### Directions for this task
Exact copies of the lines below are the goal; any images in them are dropped.

### Stored data
"""

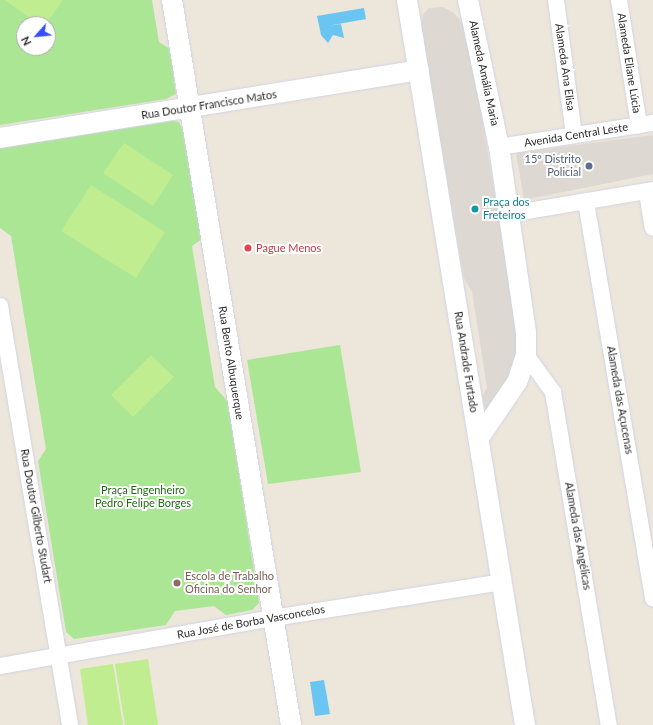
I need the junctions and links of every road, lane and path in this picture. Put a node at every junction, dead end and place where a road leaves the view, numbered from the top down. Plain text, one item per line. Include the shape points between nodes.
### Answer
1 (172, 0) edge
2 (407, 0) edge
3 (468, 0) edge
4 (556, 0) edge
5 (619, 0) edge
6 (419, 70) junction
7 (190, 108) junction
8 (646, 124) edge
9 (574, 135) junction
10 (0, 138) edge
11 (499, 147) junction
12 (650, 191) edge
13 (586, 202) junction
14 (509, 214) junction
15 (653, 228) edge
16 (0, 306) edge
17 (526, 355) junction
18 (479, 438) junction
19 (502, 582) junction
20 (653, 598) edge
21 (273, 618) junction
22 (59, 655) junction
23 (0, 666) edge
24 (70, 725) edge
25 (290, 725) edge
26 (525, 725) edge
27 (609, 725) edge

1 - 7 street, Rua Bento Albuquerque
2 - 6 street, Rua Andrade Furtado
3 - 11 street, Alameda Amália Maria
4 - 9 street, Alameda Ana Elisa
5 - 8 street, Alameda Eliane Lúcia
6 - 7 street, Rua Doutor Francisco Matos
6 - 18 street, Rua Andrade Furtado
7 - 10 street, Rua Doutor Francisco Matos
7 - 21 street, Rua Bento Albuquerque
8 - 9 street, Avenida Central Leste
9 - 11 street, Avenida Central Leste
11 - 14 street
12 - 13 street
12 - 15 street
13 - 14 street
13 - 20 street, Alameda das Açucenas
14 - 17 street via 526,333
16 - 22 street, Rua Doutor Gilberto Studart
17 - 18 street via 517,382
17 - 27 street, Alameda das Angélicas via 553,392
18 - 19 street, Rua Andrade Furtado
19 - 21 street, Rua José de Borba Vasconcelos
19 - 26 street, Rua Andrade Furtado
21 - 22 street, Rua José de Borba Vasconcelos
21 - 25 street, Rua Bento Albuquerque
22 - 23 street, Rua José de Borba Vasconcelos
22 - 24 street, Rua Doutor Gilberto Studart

"""

### Answer for the task
I need the junctions and links of every road, lane and path in this picture. Put a node at every junction, dead end and place where a road leaves the view, numbered from the top down. Plain text, one item per line. Include the shape points between nodes.
### Answer
1 (172, 0) edge
2 (407, 0) edge
3 (468, 0) edge
4 (556, 0) edge
5 (619, 0) edge
6 (419, 70) junction
7 (190, 108) junction
8 (646, 124) edge
9 (574, 135) junction
10 (0, 138) edge
11 (499, 147) junction
12 (650, 191) edge
13 (586, 202) junction
14 (509, 214) junction
15 (653, 228) edge
16 (0, 306) edge
17 (526, 355) junction
18 (479, 438) junction
19 (502, 582) junction
20 (653, 598) edge
21 (273, 618) junction
22 (59, 655) junction
23 (0, 666) edge
24 (70, 725) edge
25 (290, 725) edge
26 (525, 725) edge
27 (609, 725) edge

1 - 7 street, Rua Bento Albuquerque
2 - 6 street, Rua Andrade Furtado
3 - 11 street, Alameda Amália Maria
4 - 9 street, Alameda Ana Elisa
5 - 8 street, Alameda Eliane Lúcia
6 - 7 street, Rua Doutor Francisco Matos
6 - 18 street, Rua Andrade Furtado
7 - 10 street, Rua Doutor Francisco Matos
7 - 21 street, Rua Bento Albuquerque
8 - 9 street, Avenida Central Leste
9 - 11 street, Avenida Central Leste
11 - 14 street
12 - 13 street
12 - 15 street
13 - 14 street
13 - 20 street, Alameda das Açucenas
14 - 17 street via 526,333
16 - 22 street, Rua Doutor Gilberto Studart
17 - 18 street via 517,382
17 - 27 street, Alameda das Angélicas via 553,392
18 - 19 street, Rua Andrade Furtado
19 - 21 street, Rua José de Borba Vasconcelos
19 - 26 street, Rua Andrade Furtado
21 - 22 street, Rua José de Borba Vasconcelos
21 - 25 street, Rua Bento Albuquerque
22 - 23 street, Rua José de Borba Vasconcelos
22 - 24 street, Rua Doutor Gilberto Studart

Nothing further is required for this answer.